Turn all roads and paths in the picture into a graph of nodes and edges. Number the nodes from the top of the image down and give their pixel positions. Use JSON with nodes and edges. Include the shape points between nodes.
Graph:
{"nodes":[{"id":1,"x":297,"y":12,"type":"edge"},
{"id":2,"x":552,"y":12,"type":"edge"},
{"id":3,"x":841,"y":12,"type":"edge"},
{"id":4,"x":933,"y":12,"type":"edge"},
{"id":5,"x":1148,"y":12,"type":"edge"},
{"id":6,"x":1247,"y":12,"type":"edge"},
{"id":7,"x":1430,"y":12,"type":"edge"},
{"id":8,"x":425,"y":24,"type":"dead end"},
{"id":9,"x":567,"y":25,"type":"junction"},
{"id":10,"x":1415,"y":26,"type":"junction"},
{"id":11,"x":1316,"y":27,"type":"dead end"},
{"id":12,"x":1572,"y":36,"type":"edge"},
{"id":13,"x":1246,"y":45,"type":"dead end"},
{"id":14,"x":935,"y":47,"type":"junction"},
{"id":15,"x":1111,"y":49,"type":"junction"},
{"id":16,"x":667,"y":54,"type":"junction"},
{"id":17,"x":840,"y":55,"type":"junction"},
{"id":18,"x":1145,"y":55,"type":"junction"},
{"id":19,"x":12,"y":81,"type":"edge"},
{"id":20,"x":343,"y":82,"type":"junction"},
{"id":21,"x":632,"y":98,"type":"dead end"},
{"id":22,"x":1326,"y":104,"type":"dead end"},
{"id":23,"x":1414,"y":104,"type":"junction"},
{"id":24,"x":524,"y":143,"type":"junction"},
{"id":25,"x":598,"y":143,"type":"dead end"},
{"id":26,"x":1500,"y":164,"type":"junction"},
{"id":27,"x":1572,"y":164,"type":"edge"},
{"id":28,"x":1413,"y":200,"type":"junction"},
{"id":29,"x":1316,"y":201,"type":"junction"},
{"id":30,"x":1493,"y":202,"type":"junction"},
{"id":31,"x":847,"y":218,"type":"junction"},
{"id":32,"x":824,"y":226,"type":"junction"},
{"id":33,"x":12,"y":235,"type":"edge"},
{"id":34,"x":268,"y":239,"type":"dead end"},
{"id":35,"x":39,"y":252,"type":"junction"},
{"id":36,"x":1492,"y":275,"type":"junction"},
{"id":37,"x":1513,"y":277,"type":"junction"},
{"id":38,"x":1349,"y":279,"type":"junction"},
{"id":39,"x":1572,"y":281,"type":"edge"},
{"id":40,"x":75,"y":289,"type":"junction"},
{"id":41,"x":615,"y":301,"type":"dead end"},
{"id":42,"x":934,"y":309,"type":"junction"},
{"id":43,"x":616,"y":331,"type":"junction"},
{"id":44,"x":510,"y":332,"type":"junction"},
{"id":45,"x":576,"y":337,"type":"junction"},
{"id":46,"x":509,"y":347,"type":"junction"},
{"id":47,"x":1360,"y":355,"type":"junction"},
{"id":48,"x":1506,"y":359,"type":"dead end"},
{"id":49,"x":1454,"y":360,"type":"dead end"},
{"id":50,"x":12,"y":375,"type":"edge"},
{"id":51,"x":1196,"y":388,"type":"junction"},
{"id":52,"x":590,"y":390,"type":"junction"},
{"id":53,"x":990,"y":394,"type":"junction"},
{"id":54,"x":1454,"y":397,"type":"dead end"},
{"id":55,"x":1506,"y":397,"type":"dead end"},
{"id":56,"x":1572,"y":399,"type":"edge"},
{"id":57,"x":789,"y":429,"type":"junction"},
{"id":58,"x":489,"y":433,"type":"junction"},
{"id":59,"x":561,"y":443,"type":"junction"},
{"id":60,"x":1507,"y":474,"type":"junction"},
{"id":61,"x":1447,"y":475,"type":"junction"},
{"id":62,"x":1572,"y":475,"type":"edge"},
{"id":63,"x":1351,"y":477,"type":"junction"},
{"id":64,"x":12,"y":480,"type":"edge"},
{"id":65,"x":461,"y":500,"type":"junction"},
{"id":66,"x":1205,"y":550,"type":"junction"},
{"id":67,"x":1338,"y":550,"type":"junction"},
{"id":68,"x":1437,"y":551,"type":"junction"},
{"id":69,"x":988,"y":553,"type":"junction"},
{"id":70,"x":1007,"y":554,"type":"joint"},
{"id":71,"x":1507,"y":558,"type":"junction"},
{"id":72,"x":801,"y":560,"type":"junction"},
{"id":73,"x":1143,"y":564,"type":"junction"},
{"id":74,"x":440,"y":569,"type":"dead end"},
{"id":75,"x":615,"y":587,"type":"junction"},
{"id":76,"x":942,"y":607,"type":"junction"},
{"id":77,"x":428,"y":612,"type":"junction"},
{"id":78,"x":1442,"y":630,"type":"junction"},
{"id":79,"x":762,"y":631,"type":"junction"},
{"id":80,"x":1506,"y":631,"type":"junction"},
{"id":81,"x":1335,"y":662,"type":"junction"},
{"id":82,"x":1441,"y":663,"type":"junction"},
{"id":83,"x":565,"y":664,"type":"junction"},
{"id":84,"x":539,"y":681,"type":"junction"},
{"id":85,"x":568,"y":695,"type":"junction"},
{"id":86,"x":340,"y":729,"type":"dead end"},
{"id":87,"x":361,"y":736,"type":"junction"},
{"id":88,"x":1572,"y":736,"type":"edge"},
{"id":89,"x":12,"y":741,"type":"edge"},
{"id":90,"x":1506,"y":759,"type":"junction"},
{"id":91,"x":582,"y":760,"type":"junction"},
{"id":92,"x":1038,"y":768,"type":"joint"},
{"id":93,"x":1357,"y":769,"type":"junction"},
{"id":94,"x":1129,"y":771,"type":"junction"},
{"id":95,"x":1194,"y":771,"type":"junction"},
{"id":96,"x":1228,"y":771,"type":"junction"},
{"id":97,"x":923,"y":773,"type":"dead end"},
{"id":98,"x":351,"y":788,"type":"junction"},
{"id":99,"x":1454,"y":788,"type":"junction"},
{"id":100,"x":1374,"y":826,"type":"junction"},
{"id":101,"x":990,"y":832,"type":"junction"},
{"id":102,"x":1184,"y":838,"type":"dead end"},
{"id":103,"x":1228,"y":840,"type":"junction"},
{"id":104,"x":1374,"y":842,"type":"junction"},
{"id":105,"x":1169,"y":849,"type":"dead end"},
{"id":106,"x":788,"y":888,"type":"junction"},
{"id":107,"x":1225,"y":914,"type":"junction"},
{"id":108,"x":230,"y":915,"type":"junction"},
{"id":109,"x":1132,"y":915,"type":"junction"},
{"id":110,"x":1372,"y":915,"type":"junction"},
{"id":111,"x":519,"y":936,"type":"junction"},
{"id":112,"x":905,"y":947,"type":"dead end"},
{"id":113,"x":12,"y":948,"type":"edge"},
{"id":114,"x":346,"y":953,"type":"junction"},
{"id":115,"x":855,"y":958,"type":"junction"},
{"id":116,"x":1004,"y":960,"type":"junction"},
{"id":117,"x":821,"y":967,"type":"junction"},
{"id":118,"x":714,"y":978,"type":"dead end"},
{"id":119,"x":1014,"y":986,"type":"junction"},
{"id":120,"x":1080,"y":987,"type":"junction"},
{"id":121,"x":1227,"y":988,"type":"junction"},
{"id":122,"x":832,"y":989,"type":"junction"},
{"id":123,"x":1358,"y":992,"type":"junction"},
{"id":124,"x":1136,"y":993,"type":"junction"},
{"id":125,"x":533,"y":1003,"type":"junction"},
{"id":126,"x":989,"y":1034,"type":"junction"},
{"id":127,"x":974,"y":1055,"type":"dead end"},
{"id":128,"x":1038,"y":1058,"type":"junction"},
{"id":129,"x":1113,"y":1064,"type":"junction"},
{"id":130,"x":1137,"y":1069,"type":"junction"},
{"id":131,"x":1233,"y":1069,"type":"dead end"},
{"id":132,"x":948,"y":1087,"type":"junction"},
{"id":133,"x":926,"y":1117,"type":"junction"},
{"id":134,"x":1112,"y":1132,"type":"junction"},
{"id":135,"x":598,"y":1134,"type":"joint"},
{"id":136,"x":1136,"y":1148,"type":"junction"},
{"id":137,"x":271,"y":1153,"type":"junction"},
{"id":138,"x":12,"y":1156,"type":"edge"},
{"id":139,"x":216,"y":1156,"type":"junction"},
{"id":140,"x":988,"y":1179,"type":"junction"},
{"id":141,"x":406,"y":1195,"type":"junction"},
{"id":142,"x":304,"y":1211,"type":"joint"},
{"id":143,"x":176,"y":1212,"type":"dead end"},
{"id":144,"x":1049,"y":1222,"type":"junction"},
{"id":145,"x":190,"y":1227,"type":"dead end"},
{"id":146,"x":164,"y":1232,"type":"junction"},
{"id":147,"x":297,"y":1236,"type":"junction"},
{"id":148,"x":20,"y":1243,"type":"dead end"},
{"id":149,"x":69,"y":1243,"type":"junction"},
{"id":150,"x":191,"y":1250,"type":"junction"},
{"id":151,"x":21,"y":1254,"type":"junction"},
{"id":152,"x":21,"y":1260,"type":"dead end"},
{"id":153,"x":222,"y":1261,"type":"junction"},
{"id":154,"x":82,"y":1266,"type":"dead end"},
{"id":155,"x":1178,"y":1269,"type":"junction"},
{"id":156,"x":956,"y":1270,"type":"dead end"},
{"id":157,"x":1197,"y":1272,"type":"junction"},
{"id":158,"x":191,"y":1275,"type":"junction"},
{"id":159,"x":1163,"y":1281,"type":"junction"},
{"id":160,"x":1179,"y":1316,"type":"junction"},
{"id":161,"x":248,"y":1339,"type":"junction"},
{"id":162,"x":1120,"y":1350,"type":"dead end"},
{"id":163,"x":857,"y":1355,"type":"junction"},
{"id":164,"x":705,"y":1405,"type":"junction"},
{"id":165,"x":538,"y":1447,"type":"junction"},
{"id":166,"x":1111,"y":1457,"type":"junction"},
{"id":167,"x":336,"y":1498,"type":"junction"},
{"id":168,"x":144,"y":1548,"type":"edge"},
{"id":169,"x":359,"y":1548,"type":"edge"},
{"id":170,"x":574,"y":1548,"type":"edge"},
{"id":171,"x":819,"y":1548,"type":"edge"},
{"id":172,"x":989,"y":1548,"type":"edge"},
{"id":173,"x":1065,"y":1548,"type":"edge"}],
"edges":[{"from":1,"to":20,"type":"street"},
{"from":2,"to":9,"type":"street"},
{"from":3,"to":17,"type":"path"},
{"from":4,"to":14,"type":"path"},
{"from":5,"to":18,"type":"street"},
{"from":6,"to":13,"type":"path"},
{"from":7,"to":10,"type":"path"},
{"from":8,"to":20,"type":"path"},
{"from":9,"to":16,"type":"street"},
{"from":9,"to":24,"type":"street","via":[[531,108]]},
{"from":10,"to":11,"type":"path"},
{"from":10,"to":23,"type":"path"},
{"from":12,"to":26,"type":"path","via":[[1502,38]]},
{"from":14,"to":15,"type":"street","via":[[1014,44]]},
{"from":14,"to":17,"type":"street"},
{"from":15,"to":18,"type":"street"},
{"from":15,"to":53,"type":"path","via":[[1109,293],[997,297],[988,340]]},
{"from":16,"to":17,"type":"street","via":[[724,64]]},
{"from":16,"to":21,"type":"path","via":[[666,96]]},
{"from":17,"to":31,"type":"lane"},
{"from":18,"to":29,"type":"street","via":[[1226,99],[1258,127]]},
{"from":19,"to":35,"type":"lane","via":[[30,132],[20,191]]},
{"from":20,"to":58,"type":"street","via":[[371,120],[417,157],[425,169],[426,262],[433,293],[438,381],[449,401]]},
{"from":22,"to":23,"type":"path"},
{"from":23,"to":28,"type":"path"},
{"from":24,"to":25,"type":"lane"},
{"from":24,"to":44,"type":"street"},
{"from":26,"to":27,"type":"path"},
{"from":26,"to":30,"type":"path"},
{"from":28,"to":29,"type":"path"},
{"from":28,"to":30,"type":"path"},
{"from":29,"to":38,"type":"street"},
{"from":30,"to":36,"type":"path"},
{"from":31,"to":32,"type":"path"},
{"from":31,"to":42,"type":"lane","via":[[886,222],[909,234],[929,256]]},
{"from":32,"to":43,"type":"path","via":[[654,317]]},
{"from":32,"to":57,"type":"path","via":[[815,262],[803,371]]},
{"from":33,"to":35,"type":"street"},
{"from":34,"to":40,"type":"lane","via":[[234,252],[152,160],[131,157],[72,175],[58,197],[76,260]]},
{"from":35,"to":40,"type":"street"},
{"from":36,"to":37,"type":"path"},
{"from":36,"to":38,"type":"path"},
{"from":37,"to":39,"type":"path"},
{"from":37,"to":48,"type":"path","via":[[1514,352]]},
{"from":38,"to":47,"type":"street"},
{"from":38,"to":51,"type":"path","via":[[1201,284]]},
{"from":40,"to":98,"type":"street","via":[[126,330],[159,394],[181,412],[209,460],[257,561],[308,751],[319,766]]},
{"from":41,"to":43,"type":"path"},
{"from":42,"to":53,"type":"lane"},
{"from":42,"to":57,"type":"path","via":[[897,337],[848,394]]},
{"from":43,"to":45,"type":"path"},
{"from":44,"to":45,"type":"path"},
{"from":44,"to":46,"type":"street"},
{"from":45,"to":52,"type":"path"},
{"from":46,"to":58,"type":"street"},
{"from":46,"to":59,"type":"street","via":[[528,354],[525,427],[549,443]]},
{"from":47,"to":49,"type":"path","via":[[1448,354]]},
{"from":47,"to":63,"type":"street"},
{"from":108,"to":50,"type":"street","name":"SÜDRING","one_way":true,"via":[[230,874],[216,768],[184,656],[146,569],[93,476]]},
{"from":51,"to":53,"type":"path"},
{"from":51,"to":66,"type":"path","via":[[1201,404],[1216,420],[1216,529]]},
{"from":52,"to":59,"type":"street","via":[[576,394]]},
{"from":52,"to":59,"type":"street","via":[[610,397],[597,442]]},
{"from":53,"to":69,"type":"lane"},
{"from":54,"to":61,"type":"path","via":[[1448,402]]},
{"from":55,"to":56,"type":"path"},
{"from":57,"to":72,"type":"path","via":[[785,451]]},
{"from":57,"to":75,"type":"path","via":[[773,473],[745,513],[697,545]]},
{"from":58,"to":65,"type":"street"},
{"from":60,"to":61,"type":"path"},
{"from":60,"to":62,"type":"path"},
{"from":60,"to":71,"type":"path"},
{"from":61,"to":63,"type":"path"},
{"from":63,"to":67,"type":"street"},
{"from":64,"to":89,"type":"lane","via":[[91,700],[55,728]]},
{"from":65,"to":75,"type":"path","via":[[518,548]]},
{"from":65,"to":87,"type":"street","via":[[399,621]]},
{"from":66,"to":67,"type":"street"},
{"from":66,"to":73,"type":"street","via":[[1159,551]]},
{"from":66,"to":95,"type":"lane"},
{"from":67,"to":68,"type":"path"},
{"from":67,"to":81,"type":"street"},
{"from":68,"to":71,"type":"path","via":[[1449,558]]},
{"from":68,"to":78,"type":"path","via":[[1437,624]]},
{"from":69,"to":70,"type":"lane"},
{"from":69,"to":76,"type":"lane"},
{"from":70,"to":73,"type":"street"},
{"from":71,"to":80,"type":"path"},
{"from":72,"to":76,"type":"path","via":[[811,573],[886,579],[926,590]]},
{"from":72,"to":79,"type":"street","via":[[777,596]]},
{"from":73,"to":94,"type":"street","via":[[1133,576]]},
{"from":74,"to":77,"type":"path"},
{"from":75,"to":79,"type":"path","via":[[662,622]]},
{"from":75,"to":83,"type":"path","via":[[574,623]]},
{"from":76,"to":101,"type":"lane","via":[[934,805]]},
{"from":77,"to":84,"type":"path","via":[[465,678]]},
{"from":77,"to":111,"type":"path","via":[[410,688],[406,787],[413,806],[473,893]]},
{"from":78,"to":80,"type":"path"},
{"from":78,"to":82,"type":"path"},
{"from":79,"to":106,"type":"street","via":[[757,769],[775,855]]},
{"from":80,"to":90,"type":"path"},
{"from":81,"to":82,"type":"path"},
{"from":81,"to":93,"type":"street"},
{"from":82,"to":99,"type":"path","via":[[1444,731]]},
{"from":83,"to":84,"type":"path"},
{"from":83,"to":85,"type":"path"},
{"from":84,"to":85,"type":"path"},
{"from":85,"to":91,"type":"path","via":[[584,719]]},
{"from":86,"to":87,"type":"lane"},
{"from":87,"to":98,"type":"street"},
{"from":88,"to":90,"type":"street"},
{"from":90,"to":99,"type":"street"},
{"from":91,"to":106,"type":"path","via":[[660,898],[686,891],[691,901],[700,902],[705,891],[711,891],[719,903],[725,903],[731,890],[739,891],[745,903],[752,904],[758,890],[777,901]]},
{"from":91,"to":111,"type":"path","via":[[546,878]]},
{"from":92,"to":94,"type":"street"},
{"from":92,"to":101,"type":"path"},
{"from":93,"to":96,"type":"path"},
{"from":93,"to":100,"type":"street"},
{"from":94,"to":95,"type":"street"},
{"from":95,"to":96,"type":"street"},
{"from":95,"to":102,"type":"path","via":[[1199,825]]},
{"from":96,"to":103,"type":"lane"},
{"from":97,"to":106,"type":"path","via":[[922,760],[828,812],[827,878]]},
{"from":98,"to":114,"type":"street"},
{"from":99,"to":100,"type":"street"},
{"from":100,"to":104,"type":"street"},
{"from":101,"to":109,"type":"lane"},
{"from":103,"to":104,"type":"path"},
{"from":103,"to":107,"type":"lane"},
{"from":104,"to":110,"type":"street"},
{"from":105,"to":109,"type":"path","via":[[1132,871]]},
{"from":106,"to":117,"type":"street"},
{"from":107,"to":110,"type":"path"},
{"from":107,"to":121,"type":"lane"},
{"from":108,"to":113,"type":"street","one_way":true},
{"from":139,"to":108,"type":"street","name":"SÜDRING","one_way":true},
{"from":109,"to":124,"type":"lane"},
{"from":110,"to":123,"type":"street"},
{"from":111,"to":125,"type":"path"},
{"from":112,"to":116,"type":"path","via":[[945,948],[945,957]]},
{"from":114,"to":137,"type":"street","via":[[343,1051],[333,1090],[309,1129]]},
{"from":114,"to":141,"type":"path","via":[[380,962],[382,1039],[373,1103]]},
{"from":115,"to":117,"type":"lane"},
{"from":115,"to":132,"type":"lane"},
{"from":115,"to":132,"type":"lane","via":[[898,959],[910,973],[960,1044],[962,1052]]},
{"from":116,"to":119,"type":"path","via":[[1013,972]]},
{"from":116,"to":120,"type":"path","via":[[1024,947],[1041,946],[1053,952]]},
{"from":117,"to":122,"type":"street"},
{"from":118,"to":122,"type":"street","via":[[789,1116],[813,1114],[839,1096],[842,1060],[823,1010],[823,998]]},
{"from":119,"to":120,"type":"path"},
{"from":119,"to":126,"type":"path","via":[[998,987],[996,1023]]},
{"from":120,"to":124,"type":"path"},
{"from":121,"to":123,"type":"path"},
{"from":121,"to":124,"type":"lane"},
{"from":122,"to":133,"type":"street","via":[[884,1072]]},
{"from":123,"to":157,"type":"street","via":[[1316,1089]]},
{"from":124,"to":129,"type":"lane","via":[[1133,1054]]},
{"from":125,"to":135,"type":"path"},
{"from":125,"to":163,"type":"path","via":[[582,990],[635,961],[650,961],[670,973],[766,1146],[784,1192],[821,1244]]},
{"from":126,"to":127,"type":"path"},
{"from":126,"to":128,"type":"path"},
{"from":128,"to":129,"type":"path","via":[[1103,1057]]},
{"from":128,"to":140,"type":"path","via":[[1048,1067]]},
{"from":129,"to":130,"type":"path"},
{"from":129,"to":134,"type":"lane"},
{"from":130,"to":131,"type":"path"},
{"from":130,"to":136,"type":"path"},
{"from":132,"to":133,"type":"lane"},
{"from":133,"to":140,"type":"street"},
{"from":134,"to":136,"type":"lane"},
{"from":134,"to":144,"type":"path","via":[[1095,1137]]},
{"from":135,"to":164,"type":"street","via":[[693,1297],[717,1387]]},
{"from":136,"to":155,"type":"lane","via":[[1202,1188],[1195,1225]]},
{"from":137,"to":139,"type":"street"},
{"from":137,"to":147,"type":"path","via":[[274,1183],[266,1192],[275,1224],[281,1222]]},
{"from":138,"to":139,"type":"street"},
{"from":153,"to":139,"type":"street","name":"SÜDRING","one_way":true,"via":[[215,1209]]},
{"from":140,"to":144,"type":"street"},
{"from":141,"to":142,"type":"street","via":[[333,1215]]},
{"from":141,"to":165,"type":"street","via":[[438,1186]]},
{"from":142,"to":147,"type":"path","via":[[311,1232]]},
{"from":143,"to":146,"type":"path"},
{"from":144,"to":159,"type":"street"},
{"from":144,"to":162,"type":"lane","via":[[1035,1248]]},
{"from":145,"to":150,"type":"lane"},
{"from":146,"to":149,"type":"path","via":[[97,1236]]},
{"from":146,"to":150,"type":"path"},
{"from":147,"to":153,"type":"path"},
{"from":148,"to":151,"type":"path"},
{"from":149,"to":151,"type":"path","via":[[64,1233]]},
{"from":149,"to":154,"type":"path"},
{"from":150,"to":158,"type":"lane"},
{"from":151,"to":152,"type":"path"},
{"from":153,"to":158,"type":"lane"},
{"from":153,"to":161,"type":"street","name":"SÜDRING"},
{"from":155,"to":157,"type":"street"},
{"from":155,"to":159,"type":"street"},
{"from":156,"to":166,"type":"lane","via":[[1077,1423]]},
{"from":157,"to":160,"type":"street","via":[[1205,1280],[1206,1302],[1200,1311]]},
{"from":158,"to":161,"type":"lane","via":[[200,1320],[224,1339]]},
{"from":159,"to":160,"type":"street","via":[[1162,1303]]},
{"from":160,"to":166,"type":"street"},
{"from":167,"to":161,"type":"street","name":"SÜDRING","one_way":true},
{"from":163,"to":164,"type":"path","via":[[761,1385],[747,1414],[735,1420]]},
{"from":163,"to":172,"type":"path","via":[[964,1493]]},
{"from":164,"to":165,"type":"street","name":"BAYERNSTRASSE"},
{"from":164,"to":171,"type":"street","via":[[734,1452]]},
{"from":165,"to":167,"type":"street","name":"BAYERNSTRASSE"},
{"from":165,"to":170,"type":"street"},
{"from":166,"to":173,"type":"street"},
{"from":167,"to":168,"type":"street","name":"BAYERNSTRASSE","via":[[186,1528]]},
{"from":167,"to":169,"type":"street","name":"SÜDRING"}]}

- _Directions_
State how many lines contain the word "edges" across the listing, and give no other text.

- _Answer for the task_
2